The short answer: fire them.
The long answer: start (if you have not already started) the process of “managing them out of the organization” or whatever euphemism you use for your organization’s process for terminating employment.
Now that I have addressed the starting question, I have some questions:
Are they really doing NOTHING right? Is that true?
Or…
Are you just so frustrated with one or two annoying things about their performance that you no longer recognize the things they do well or the positive attributes they bring to the team?
I realize it is possible that they are doing nothing right. It is just not what I usually see.
What I typically see in situations where leaders – particularly new leaders – express frustration with someone on their team, is more an issue of barely okay performance than clearly unacceptable performance.
As I have already indicated, if performance is in the clearly unacceptable category, give them a reasonable chance to fix what is unacceptable, and then manage them out if they do not fix it.
If performance is in the “barely okay” range, the frustration you feel as a leader is more about your personal frustration than it is about a clear negative impact on team performance. While it might be suboptimal, it is not necessarily “bad.” Frustrating, yes. Leading to failure, maybe not.

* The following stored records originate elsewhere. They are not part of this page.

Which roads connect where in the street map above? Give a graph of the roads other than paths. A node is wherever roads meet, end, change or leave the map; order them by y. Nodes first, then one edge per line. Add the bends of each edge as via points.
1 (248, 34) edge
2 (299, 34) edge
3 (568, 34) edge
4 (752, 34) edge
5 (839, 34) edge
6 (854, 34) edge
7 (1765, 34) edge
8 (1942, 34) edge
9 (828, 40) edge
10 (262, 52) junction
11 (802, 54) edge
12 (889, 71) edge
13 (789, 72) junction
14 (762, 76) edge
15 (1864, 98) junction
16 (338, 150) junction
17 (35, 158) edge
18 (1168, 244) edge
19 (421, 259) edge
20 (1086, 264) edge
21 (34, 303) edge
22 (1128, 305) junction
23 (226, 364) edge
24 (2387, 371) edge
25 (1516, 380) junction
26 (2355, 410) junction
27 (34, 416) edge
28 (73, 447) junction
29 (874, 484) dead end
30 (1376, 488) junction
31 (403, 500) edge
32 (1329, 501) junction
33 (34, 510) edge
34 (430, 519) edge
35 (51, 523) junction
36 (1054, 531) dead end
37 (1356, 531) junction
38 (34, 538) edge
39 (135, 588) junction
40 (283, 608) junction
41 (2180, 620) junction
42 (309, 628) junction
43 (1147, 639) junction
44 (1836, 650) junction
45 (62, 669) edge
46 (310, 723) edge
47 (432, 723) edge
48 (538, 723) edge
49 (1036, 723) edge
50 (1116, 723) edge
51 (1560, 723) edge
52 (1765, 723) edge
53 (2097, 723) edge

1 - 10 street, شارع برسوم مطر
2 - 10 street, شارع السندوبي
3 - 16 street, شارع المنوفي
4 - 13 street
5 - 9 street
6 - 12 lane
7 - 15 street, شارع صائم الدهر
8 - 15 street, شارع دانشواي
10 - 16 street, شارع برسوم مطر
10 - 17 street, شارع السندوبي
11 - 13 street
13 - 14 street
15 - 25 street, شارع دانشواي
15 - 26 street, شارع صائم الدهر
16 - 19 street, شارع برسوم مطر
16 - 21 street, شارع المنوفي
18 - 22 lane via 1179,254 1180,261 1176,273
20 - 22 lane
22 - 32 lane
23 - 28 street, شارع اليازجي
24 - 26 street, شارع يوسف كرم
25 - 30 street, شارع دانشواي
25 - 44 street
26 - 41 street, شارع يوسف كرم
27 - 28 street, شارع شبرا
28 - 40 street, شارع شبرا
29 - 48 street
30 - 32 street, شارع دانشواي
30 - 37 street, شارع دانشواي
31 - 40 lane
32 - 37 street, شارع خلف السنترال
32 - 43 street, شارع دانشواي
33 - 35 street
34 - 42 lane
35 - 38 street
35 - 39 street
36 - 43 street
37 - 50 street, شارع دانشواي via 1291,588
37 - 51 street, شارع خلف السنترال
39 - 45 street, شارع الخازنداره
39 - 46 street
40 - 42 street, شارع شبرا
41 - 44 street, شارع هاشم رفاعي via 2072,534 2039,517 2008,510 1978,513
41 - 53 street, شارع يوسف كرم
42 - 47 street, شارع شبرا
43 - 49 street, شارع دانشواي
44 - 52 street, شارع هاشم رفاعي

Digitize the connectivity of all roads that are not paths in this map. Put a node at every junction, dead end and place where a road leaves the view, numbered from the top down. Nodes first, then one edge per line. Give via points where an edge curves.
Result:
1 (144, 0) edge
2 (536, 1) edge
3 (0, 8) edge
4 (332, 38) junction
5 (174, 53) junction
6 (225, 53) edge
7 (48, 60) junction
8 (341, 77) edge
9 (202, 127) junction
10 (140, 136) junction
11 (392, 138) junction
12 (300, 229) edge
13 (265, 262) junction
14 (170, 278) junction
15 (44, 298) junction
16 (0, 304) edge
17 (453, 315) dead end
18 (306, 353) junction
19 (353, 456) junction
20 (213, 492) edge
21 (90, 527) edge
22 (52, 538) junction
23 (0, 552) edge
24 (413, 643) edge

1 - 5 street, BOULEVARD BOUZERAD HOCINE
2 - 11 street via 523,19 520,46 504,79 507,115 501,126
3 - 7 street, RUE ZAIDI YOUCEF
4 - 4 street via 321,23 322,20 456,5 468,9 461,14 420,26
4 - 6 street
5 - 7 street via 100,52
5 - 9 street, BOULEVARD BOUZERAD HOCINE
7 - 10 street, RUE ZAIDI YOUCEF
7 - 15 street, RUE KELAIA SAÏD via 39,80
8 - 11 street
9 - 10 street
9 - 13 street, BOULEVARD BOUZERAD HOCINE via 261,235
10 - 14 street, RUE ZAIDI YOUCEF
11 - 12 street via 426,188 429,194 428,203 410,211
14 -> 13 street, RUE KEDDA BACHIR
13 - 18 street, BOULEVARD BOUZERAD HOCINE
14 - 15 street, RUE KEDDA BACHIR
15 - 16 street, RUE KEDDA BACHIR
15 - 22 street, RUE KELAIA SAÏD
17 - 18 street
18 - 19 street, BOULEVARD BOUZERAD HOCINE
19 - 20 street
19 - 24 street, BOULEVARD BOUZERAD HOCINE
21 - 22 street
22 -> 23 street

If this is your situation – frustrating and not leading to failure – the best plan is to focus on helping them do more of the things they do well so that they have less time spent on the things they do poorly. Working with people to “not” do things is a losing battle. Better to replace a behavior with a better one than to stop the behavior.
The most powerful communication tool for helping people to replace less than ideal behaviors with better ones is positive feedforward. Rather than point out what people did that created less than ideal results, talk about the gap you see between current and desired results and then discuss what to do better next time. The goal is to keep your conversation on what success looks like and how to get there in the future, rather than to focus on the past.
Back to the title of this article: what to do about a team member who is doing nothing right.
First, honestly assess if they are really doing nothing right or just frustrating you with not doing everything right.